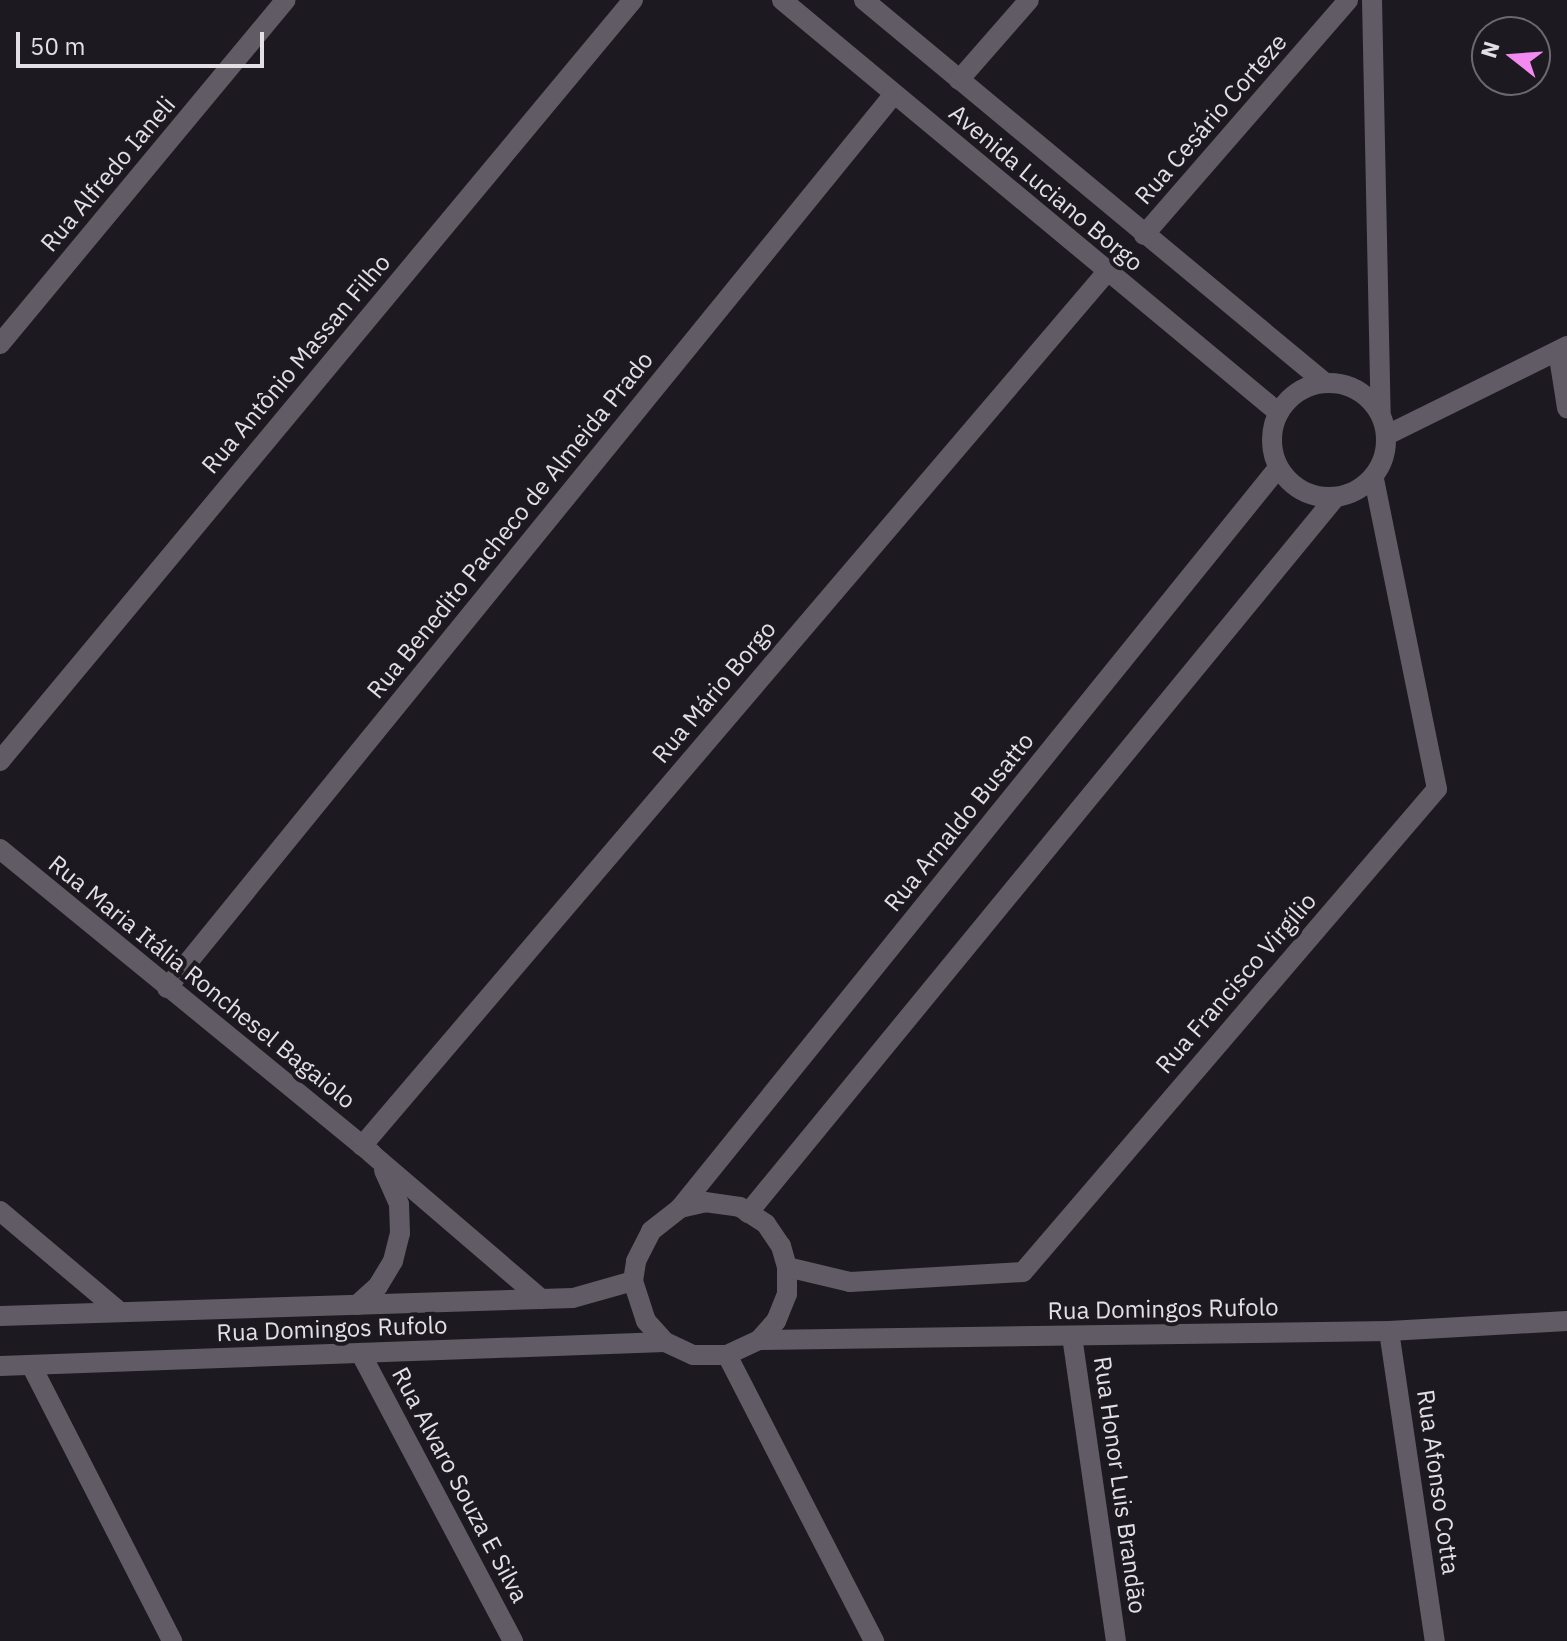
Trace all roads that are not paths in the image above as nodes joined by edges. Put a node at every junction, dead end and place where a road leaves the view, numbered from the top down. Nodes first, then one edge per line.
1 (286, 0) edge
2 (633, 0) edge
3 (782, 0) edge
4 (864, 0) edge
5 (1029, 0) edge
6 (1348, 0) edge
7 (1372, 0) edge
8 (959, 80) junction
9 (894, 94) junction
10 (1144, 235) junction
11 (1107, 272) junction
12 (0, 344) edge
13 (1563, 348) edge
14 (1324, 382) junction
15 (1567, 408) edge
16 (1279, 413) junction
17 (1381, 413) junction
18 (1387, 435) junction
19 (1278, 468) junction
20 (1374, 478) junction
21 (1334, 499) junction
22 (0, 761) edge
23 (0, 849) edge
24 (167, 988) junction
25 (367, 1150) junction
26 (680, 1208) junction
27 (0, 1211) edge
28 (748, 1213) junction
29 (787, 1267) junction
30 (633, 1281) junction
31 (541, 1299) junction
32 (357, 1305) junction
33 (120, 1312) junction
34 (0, 1316) edge
35 (1567, 1321) edge
36 (1389, 1331) junction
37 (1072, 1336) junction
38 (759, 1340) junction
39 (665, 1342) junction
40 (361, 1354) junction
41 (727, 1355) junction
42 (31, 1365) junction
43 (0, 1366) edge
44 (172, 1641) edge
45 (513, 1641) edge
46 (874, 1641) edge
47 (1116, 1641) edge
48 (1435, 1641) edge

1 - 12 street, Rua Alfredo Ianeli
2 - 22 street, Rua Antônio Massan Filho
3 - 9 street, Avenida Luciano Borgo
4 - 8 street, Avenida Luciano Borgo
5 - 8 street
6 - 10 street, Rua Cesário Corteze
7 - 17 street
8 - 10 street, Avenida Luciano Borgo
9 - 11 street, Avenida Luciano Borgo
9 - 24 street, Rua Benedito Pacheco de Almeida Prado
10 - 14 street, Avenida Luciano Borgo
11 - 16 street, Avenida Luciano Borgo
11 - 25 street, Rua Mário Borgo
13 - 15 street
13 - 18 street
14 - 16 street
14 - 17 street
16 - 19 street
17 - 18 street
18 - 20 street
19 - 21 street
19 - 26 street, Rua Arnaldo Busatto
20 - 21 street
20 - 29 street, Rua Francisco Virgílio
21 - 28 street
23 - 24 street, Rua Maria Itália Ronchesel Bagaiolo
24 - 25 street, Rua Maria Itália Ronchesel Bagaiolo
25 - 31 street, Rua Maria Itália Ronchesel Bagaiolo
25 - 32 street, Rua Maria Itália Ronchesel Bagaiolo
26 - 28 street
26 - 30 street
27 - 33 street
28 - 29 street
29 - 38 street
30 - 31 street, Rua Domingos Rufolo
30 - 39 street
31 - 32 street, Rua Domingos Rufolo
32 - 33 street, Rua Domingos Rufolo
33 - 34 street, Rua Domingos Rufolo
35 - 36 street, Rua Domingos Rufolo
36 - 37 street, Rua Domingos Rufolo
36 - 48 street, Rua Afonso Cotta
37 - 38 street, Rua Domingos Rufolo
37 - 47 street, Rua Honor Luis Brandão
38 - 41 street
39 - 40 street, Rua Domingos Rufolo
39 - 41 street
40 - 42 street, Rua Domingos Rufolo
40 - 45 street, Rua Alvaro Souza E Silva
41 - 46 street
42 - 43 street, Rua Domingos Rufolo
42 - 44 street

» WORK TASK
Copy each line above that has the word "Rufolo".

» OUTPUT OF THE EXERCISE
30 - 31 street, Rua Domingos Rufolo
31 - 32 street, Rua Domingos Rufolo
32 - 33 street, Rua Domingos Rufolo
33 - 34 street, Rua Domingos Rufolo
35 - 36 street, Rua Domingos Rufolo
36 - 37 street, Rua Domingos Rufolo
37 - 38 street, Rua Domingos Rufolo
39 - 40 street, Rua Domingos Rufolo
40 - 42 street, Rua Domingos Rufolo
42 - 43 street, Rua Domingos Rufolo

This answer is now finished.